Uiteindelijk verklaarde het hof de appellant niet-ontvankelijk in het hoger beroep en legde de proceskosten van het hoger beroep ten laste van de appellant, aangezien hij als de in het ongelijk gestelde partij werd aangemerkt. De kosten werden begroot op € 263,- voor verschotten en € 894,- voor het salaris van de advocaat, te betalen aan de griffier van het hof.

Uitspraak

GERECHTSHOF AMSTERDAM
MEERVOUDIGE BURGERLIJKE KAMER
ARREST
in de zaak van:
[appellant],
handelende onder de naam
ISRAËLISCHE GRILLROOM ’HAVA NAGILLA’,
wonend te Amsterdam,
APPELLANT,
advocaat: mr. L.C. Kranendonk, te Amsterdam,
t e g e n
[geïntimeerde],
wonend te Amstelveen,
GEÏNTIMEERDE,
advocaat: mr.
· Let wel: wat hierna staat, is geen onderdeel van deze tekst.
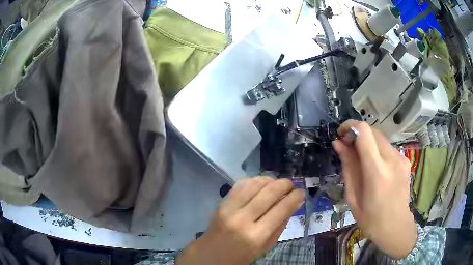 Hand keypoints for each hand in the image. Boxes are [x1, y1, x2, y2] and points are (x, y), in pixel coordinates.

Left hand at [176, 177, 303, 264]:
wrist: (211, 254)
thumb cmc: (242, 255)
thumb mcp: (266, 246)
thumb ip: (281, 224)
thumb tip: (295, 203)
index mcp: (257, 235)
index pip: (281, 209)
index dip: (295, 197)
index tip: (301, 192)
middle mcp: (243, 219)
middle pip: (269, 192)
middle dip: (285, 184)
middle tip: (291, 185)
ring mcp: (230, 208)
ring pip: (255, 184)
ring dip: (270, 180)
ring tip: (277, 183)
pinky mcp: (221, 202)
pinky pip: (241, 184)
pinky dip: (254, 180)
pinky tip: (261, 184)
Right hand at [333, 120, 415, 258]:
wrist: (396, 226)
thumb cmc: (370, 218)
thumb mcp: (353, 196)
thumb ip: (348, 167)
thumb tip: (339, 144)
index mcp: (376, 171)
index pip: (364, 132)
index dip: (350, 126)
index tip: (342, 135)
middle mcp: (392, 159)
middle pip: (372, 131)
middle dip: (357, 134)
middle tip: (348, 149)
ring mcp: (401, 158)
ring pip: (380, 138)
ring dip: (368, 143)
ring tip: (362, 162)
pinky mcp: (405, 160)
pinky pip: (388, 148)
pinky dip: (378, 151)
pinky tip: (377, 168) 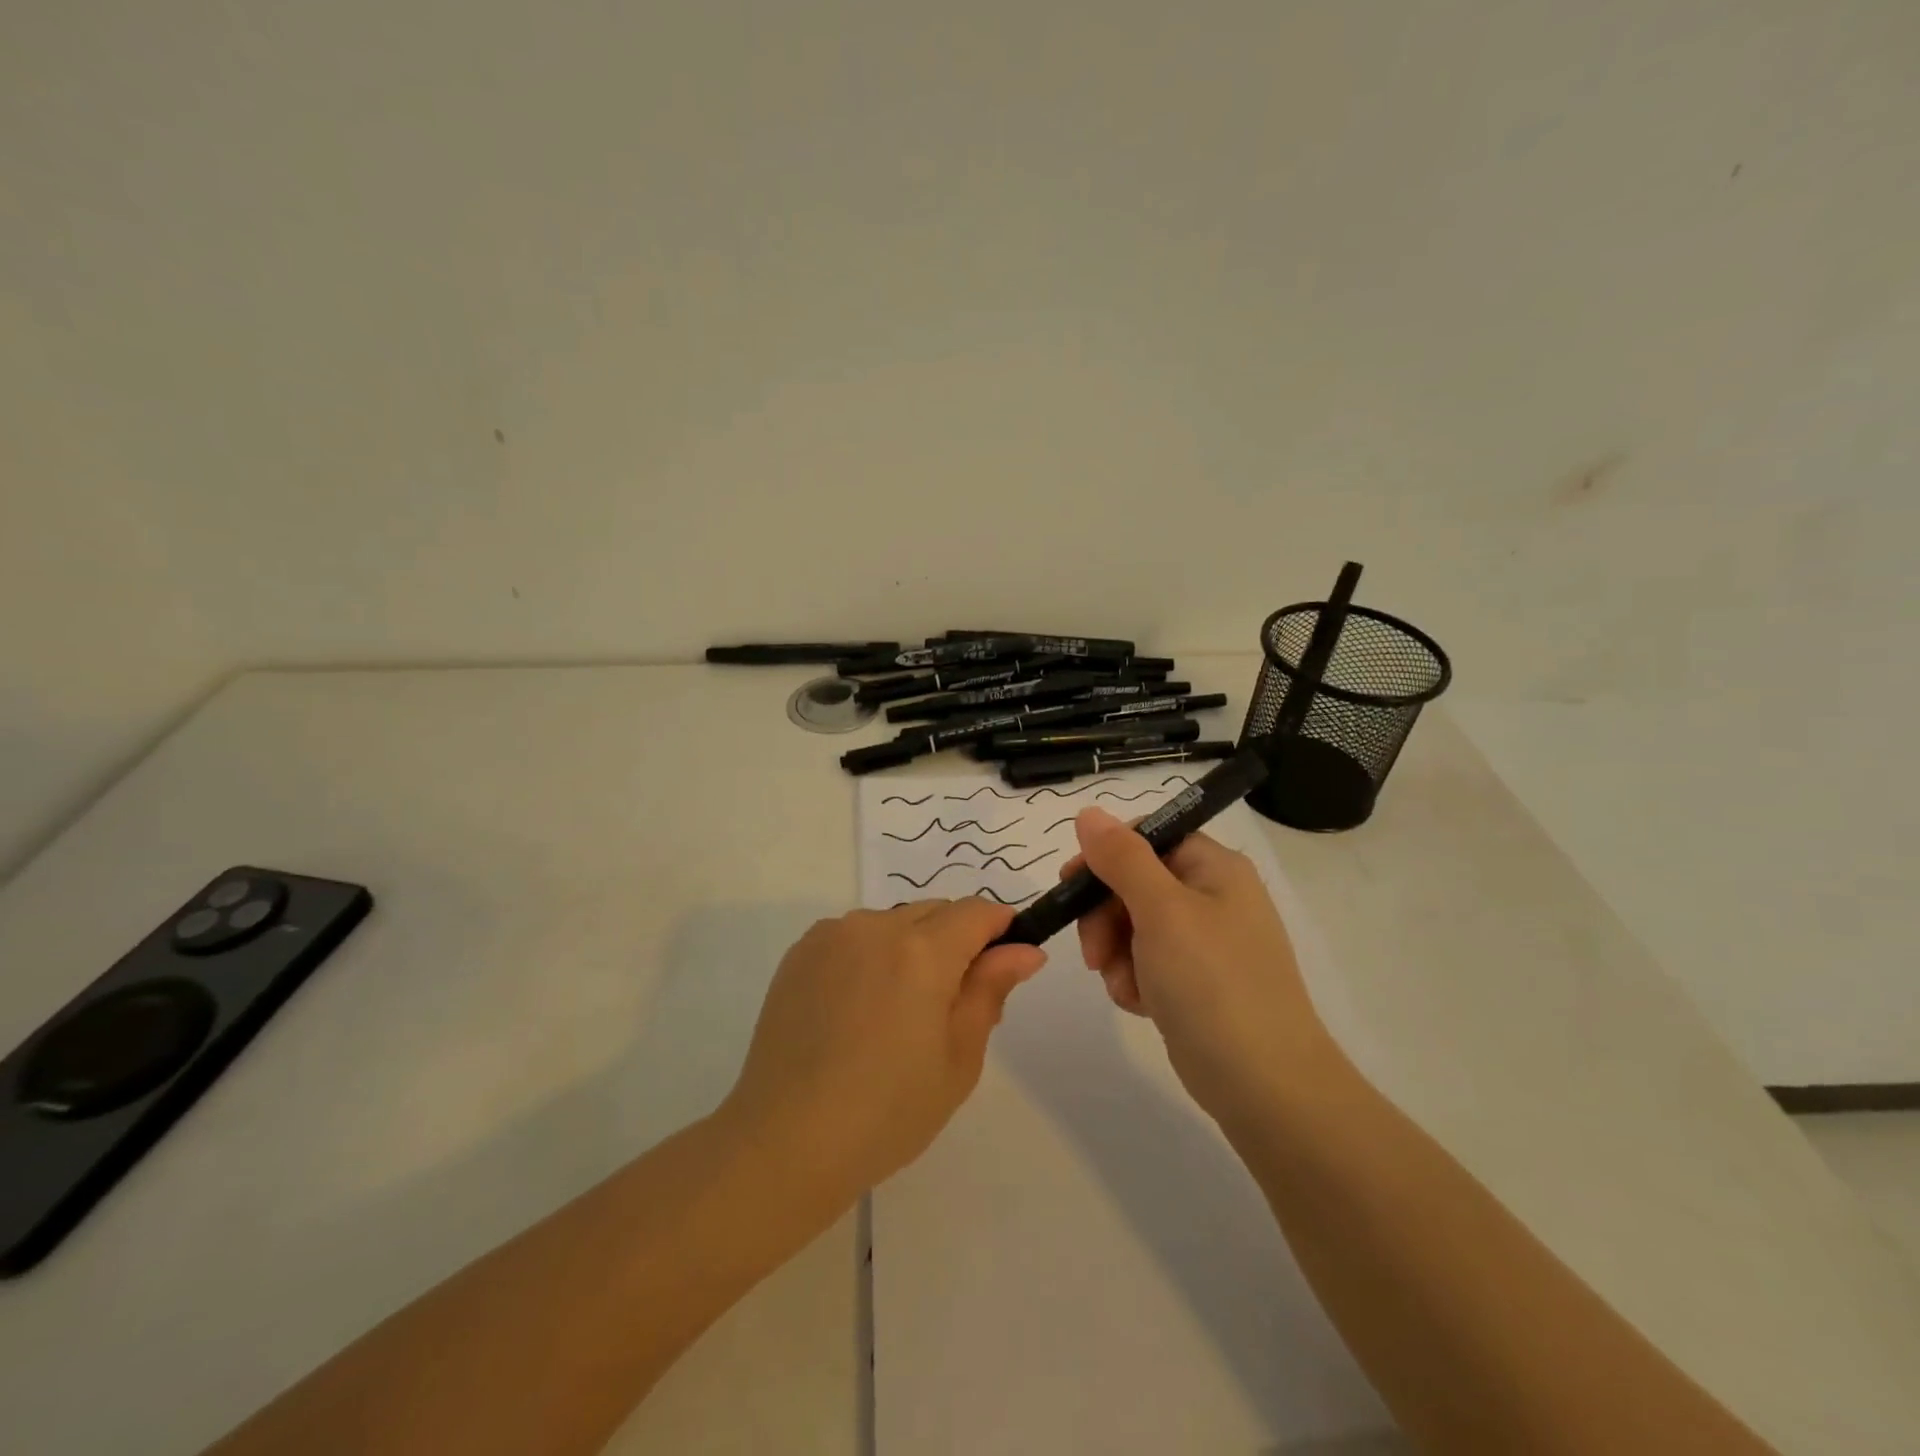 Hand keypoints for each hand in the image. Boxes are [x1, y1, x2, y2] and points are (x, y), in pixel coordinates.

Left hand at [721, 900, 1046, 1198]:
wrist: (785, 1141)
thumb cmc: (888, 1111)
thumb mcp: (958, 1057)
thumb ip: (991, 990)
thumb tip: (1025, 950)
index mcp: (922, 951)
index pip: (977, 912)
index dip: (1000, 930)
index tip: (1004, 964)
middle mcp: (875, 926)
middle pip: (935, 912)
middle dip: (955, 942)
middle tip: (948, 1006)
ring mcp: (831, 935)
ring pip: (893, 923)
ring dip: (910, 948)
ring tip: (895, 1013)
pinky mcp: (800, 952)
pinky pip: (854, 937)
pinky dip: (870, 956)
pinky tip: (856, 1010)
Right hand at [1068, 806, 1326, 1125]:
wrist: (1264, 1085)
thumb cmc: (1212, 983)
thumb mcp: (1161, 911)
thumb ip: (1121, 858)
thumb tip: (1088, 813)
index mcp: (1213, 867)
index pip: (1146, 836)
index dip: (1105, 856)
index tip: (1071, 884)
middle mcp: (1211, 897)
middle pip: (1133, 882)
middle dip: (1105, 916)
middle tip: (1095, 952)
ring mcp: (1204, 942)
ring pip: (1132, 926)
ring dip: (1115, 954)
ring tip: (1124, 986)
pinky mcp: (1195, 982)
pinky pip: (1145, 963)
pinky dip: (1133, 980)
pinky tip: (1141, 1005) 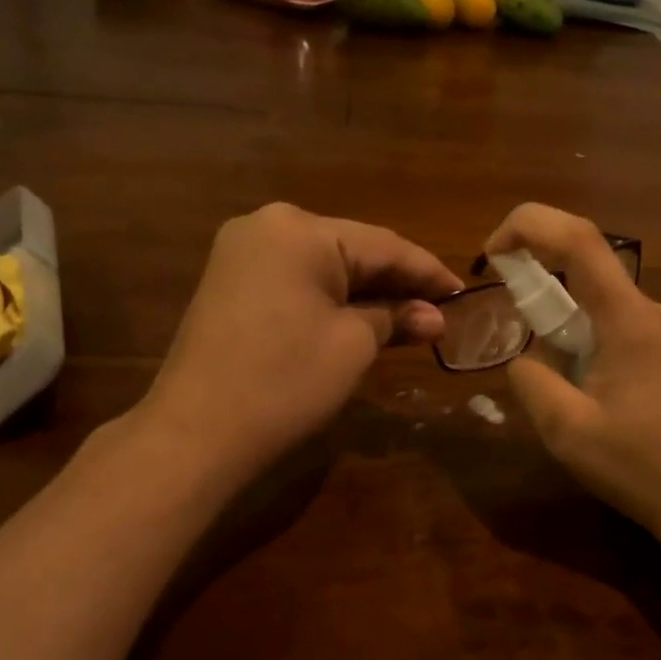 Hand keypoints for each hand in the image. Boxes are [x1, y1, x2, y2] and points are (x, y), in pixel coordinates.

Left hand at [139, 203, 458, 480]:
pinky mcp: (230, 284)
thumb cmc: (285, 382)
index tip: (463, 294)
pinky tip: (362, 318)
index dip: (428, 272)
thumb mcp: (353, 346)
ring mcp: (241, 254)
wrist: (196, 434)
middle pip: (352, 250)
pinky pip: (296, 281)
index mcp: (299, 230)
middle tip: (440, 311)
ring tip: (410, 318)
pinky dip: (331, 300)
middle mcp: (267, 226)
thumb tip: (434, 316)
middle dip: (396, 283)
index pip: (383, 245)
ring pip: (324, 267)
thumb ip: (396, 317)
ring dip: (366, 293)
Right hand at [484, 204, 660, 553]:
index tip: (493, 253)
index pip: (578, 239)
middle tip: (542, 376)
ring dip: (579, 345)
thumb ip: (531, 381)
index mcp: (632, 321)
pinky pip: (632, 336)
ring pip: (609, 316)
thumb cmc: (646, 469)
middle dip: (550, 317)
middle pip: (591, 285)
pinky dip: (604, 356)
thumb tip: (524, 357)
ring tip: (584, 410)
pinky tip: (613, 412)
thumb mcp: (567, 432)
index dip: (528, 226) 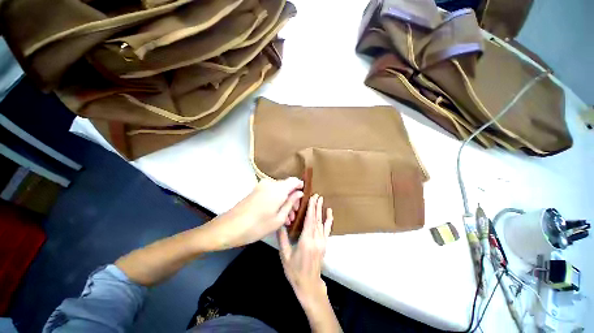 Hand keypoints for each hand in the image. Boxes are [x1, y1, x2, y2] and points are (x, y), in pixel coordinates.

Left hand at [204, 177, 303, 249]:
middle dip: (292, 198)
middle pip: (287, 186)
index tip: (303, 199)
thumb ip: (291, 203)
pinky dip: (276, 201)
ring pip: (279, 191)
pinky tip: (277, 214)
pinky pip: (271, 192)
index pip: (294, 180)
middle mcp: (270, 183)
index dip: (301, 187)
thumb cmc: (257, 226)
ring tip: (287, 218)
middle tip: (294, 214)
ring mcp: (261, 186)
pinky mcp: (256, 191)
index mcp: (278, 188)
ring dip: (284, 201)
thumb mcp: (279, 218)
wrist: (229, 228)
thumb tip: (299, 193)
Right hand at [278, 194, 332, 308]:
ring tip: (321, 199)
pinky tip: (330, 212)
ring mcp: (322, 241)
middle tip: (316, 194)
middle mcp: (316, 239)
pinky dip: (329, 220)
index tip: (311, 197)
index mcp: (306, 241)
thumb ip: (282, 238)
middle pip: (316, 219)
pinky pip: (327, 229)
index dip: (311, 208)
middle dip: (316, 205)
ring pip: (321, 222)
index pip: (309, 220)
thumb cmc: (295, 271)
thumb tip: (279, 223)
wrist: (309, 284)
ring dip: (321, 210)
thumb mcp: (285, 255)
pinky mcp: (324, 244)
A.L. Cohen, te Amstelveen.
1. Het geding in hoger beroep
Bij exploot van 26 augustus 2010 is appellant in hoger beroep gekomen van een vonnis van de ¬rechtbank Amsterdam van 7 juli 2010, in deze zaak onder num¬mer KK 10-646 tussen partijen in kort geding gewezen, met dagvaarding van geïntimeerde voor dit hof.
Bij rolbeslissing van 15 september 2010 is appellant in de gelegenheid gesteld zich bij akte uit te laten over de ontvankelijkheid in hoger beroep.
Appellant heeft een akte genomen.
Geïntimeerde heeft bij akte geantwoord.
Arrest is bepaald op heden.
2. Ontvankelijkheid
2.1 Het exploot van dagvaarding in hoger beroep is niet uitgebracht binnen de in artikel 339 lid 2 Rv voorgeschreven beroepstermijn van vier weken. Dat brengt mee dat appellant niet kan worden ontvangen in het hoger beroep. De door appellant gestelde omstandigheid dat hij eerst op 11 augustus 2010 met het vonnis bekend is geworden, brengt daarin geen verandering. Vaste rechtspraak is dat in het belang van een goede rechtspleging omtrent het tijdstip waarop een termijn voor het instellen van hoger beroep of cassatie aanvangt en eindigt, duidelijkheid dient te bestaan en dat strikt de hand moet worden gehouden aan de termijnen voor het instellen van een rechtsmiddel (HR 24 april 2009, LJN BH3192). Er is onvoldoende zwaarwegende grond om in dit geval de overschrijding van de beroepstermijn verschoonbaar te achten, mede in aanmerking genomen dat onvoldoende is gesteld of gebleken om aan te nemen dat appellant niet eerder van het vonnis kennis had kunnen nemen en, zo dit het geval was, hij bovendien niet onverwijld na 11 augustus 2010 – immers eerst op 26 augustus 2010 – hoger beroep heeft ingesteld.
2.2 De kosten van het hoger beroep komen ten laste van appellant omdat hij is aan te merken als de in het ongelijk gestelde partij.
3. Beslissing
Het hof:
verklaart appellant niet-ontvankelijk in het hoger beroep;
verwijst appellant in de proceskosten van het hoger beroep en begroot die kosten, voor zover tot heden aan de kant van geïntimeerde gevallen, op € 263,- voor verschotten en op
€ 894,- voor salaris van de advocaat, op de voet van artikel 243 Rv te betalen aan de griffier van dit hof.
Dit arrest is gewezen door mrs. W.J.J. Los, R.J.M. Smit en D.J. van der Kwaak en in het openbaar door de rolraadsheer uitgesproken op 16 november 2010.